Die Witzkultur der Jugendlichen ist schwer in Bewegung. Sehr populär sind derzeit die »Deine Mutter«-Witze, das Internet ist voll von ihnen, auf den Schulhöfen werden sie ausdauernd erzählt. Kleine Auswahl: »Deine Mutter raspelt Kokosnüsse bei Bounty.« – »Deine Mutter heißt Ottfried und ist der Bulle von Tölz.« – »Deine Mutter zahlt die Miete mit Pfandflaschen und kocht auf der Heizung.« Im Grunde sind es Beleidigungen, die im Gewand des Witzes gewagt werden: Deine Mutter ist hässlich, lüstern, dumm, arm und vor allem: dick. »Deine Mutter ist so fett, sie guckt sich die Speisekarte an und sagt dann zum Kellner: Okay.« – »Deine Mutter ist so dick, ihre Blutgruppe ist Nutella.«

Die doofe, lüsterne, dicke Mutter, über die vor allem der Mittelschichtsnachwuchs so gern lacht, ist zweifellos eine Unterschichtsmutter, eine RTL-II-Tussi. Und der neue Mutter-Witz ist ein Spiel um den sozialen Abstieg, ein spaßhaftes Hinabstoßen. Wer über die Mutter Witze erzählt, schubst das Kind am Bungee-Seil in die soziale Tiefe.

Mittlerweile hat sich das Genre des Mutter-Witzes im Slang der Jugendlichen zur Redensart zugespitzt. Wer einen anderen in die Schranken weisen will, raunt ihm ein kühles »Ey, deine Mutter« zu, und schon ist der Gegner angezählt: Dicker, ich weiß alles über dich!
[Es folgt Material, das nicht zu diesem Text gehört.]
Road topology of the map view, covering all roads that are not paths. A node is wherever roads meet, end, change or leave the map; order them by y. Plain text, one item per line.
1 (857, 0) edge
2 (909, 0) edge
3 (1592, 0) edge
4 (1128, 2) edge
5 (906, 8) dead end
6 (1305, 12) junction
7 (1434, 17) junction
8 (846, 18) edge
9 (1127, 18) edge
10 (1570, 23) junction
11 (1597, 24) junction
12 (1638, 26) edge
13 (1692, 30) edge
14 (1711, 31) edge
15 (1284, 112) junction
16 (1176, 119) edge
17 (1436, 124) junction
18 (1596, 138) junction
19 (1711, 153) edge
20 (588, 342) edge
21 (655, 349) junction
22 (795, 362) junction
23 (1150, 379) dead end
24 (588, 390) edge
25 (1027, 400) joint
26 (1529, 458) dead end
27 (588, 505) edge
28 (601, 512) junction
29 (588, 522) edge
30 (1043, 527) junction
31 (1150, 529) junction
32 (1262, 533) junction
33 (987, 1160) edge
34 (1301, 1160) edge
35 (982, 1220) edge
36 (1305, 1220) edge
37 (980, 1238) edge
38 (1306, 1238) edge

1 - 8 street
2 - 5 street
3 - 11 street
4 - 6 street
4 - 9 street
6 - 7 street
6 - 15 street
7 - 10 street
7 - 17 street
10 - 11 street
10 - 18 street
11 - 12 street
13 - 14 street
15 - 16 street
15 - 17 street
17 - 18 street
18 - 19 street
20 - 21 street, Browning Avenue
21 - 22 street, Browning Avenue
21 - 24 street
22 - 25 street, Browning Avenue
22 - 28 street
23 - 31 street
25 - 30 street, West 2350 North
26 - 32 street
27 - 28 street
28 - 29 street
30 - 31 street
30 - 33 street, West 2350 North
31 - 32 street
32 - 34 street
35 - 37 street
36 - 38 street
Sein aggressives Potenzial rückt »Deine Mutter« als Demütigungsfloskel in die Nähe des unter Jugendlichen nahezu unersetzlichen »Du Opfer«. Das »Opfer« hat sein Gesicht verloren, weil es von anderen gemobbt wurde; der Mensch, dem man ein »Ey, deine Mutter« überbrät, hat gar kein Gesicht, das er verlieren könnte. Es reicht, so eine Mutter zu haben, nämlich eine Unterschichtsmutter, um sein Gesicht mit der Geburt verloren zu haben.
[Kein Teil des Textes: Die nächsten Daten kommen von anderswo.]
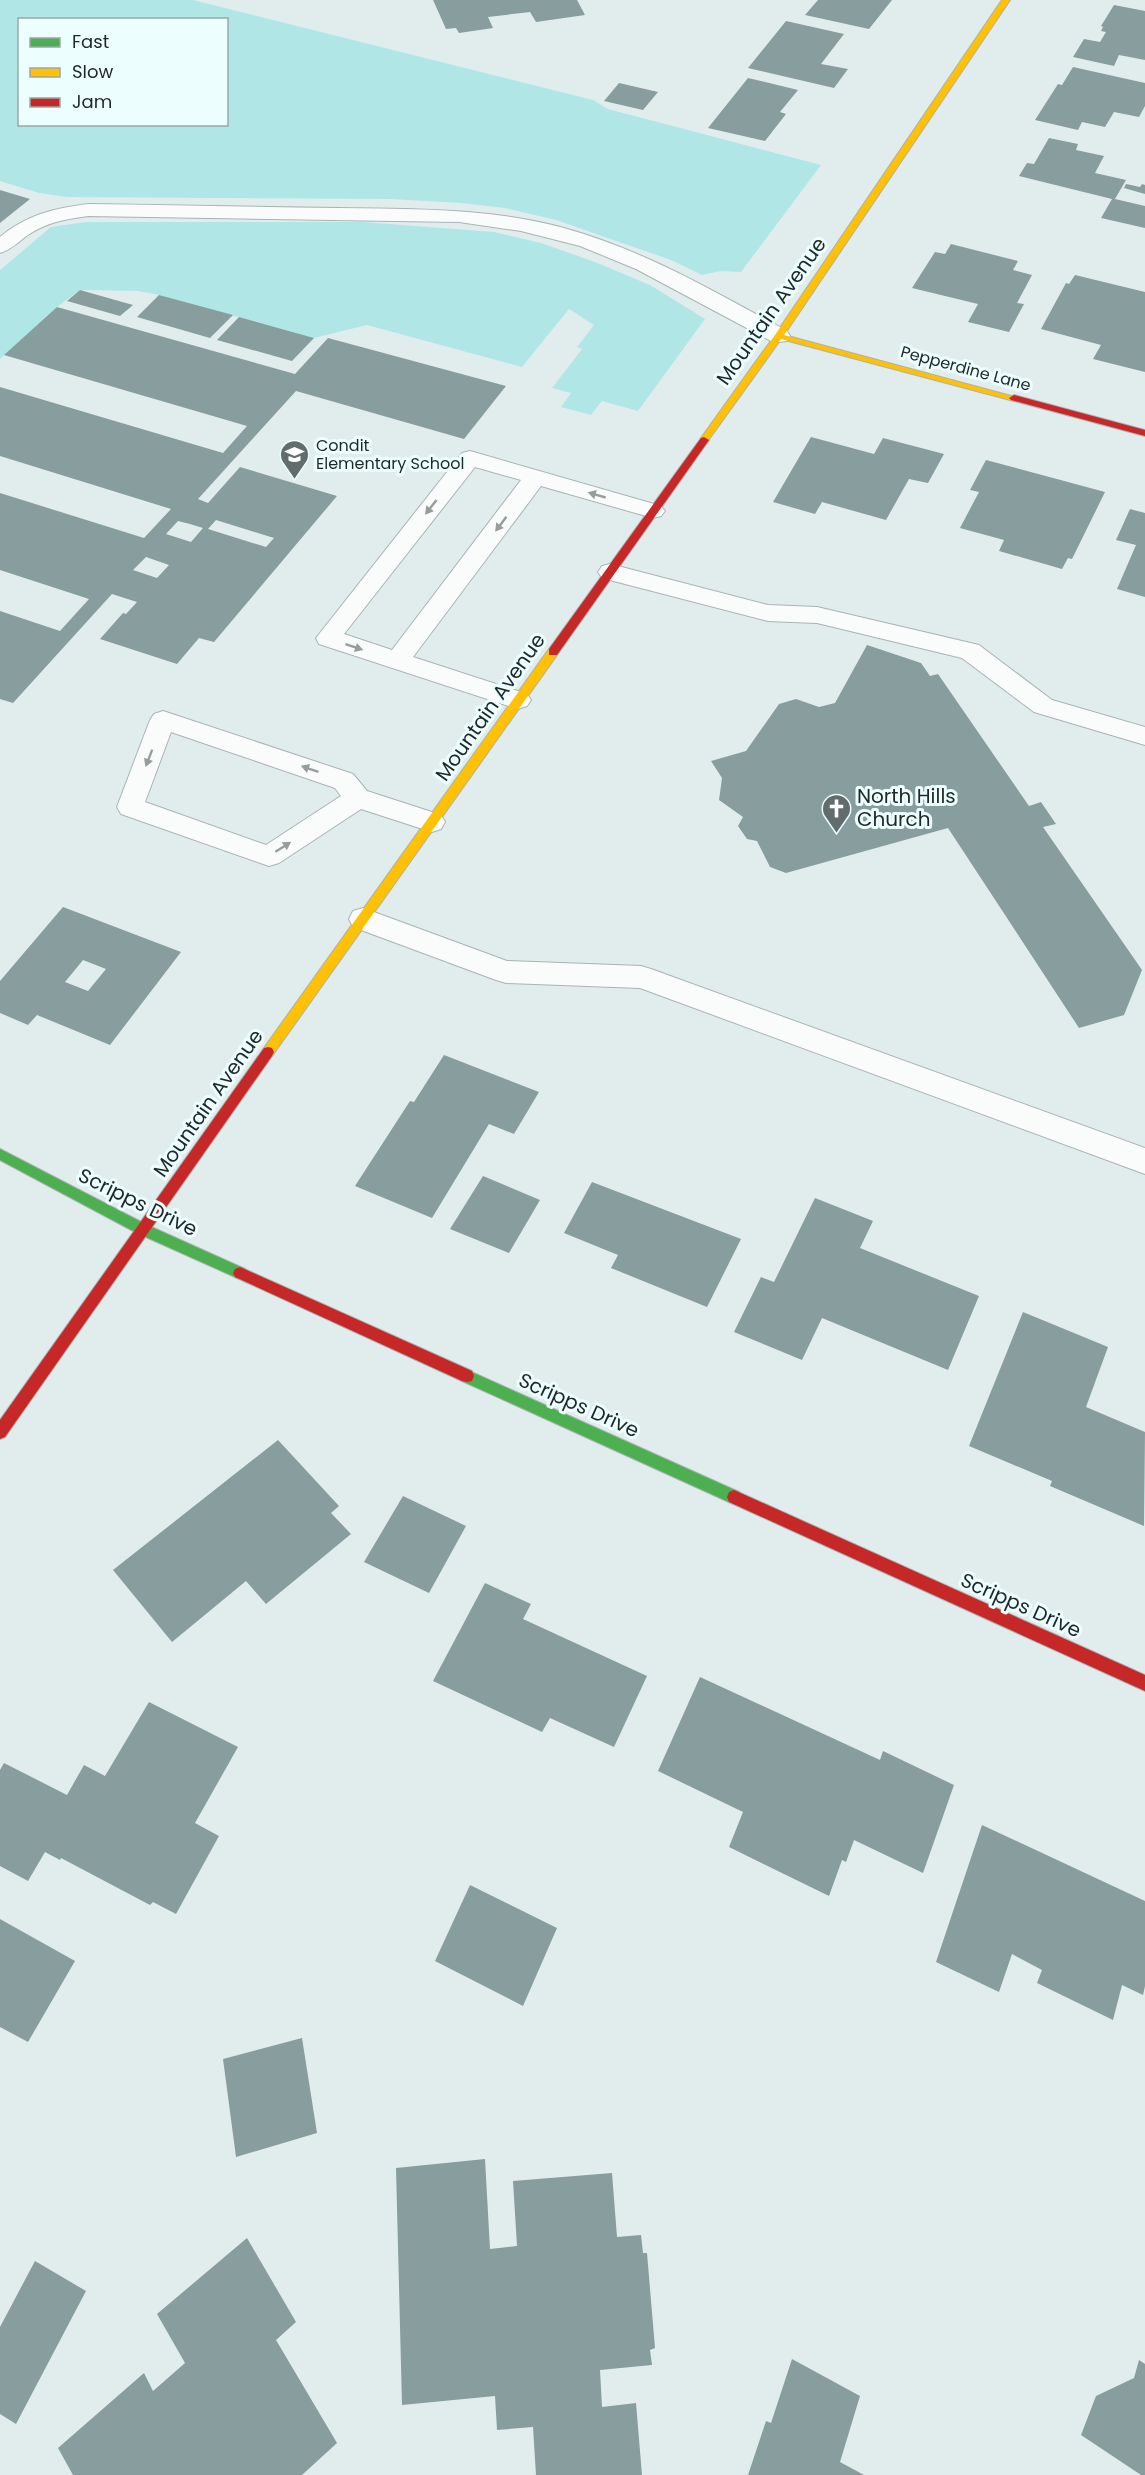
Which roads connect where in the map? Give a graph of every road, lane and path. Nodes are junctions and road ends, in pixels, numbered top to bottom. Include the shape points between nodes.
1 (1006, 0) edge
2 (0, 247) edge
3 (779, 336) junction
4 (1145, 432) edge
5 (536, 477) junction
6 (653, 511) junction
7 (610, 572) junction
8 (397, 661) junction
9 (518, 700) junction
10 (1145, 736) edge
11 (358, 798) junction
12 (432, 822) junction
13 (363, 919) junction
14 (0, 1154) edge
15 (1145, 1161) edge
16 (142, 1229) junction
17 (0, 1432) edge
18 (1145, 1683) edge

1 - 3 main road, Mountain Avenue
2 - 3 lane via 33,223 55,213 88,210 469,217 560,234 617,253 667,275
3 - 4 main road, Pepperdine Lane
3 - 6 main road, Mountain Avenue
6 -> 5 lane
5 -> 8 lane
5 -> 8 lane via 470,458 328,638
6 - 7 main road, Mountain Avenue
7 - 9 main road, Mountain Avenue
7 - 10 lane via 768,612 817,615 970,651 1042,706
8 - 9 lane
9 - 12 main road, Mountain Avenue
11 -> 11 lane via 344,781 163,720 130,807 269,856
11 - 12 lane
12 - 13 main road, Mountain Avenue
13 - 15 lane via 506,972 641,977
13 - 16 main road, Mountain Avenue
14 - 16 main road, Scripps Drive
16 - 17 main road, Mountain Avenue
16 - 18 main road, Scripps Drive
Das hingemurmelte »Deine Mutter« ist, genau genommen, die bürgerliche Schwundform einer Beleidigung aus dem Ghetto (»Ey, Alter, ich f--- deine Mutter«) und insofern eine Angeberei. Es könnte aber auch eine verlegene Geste der Entwaffnung sein. Es könnte sein, dass junge Deutsche den Mutterkult junger »Südländer« (Verehrung der eigenen Mutter bei gleichzeitiger Verwünschung der Feindesmutter) nachspielen und ins Absurde treiben.

Noch etwas anderes, Abgründigeres steckt im deutschen Mutter-Trashtalk, nämlich die Anspielung auf allseits verfügbares Geheimwissen. Wer »Deine Mutter« sagt, sagt eigentlich: Ich kenne deine wunden Punkte, ich kann dich jederzeit hochgehen lassen! Schon entsteht eine Atmosphäre der Drohung – so wie in der schönen Wolfgang-Hildesheimer-Geschichte aus der Nachkriegszeit, in der ein Mann wahllos die Nachbarn in seiner Straße anruft und ihnen sagt: »Die Sache ist aufgeflogen, Sie müssen sofort verschwinden«, um dann mit Behagen zuzusehen, wie alle Angerufenen die Flucht ergreifen. Insofern ist »Deine Mutter« der Spruch fürs Facebook-Zeitalter, also für eine Epoche, in der jede Person zum transparenten Datenbündel wird. Es ist ein Leichtes, alles über dich zu wissen und dich nackt über den Marktplatz zu treiben. Auch das meint der Warnspruch »Ey, deine Mutter«: Bürschlein, du bist längst durchschaut!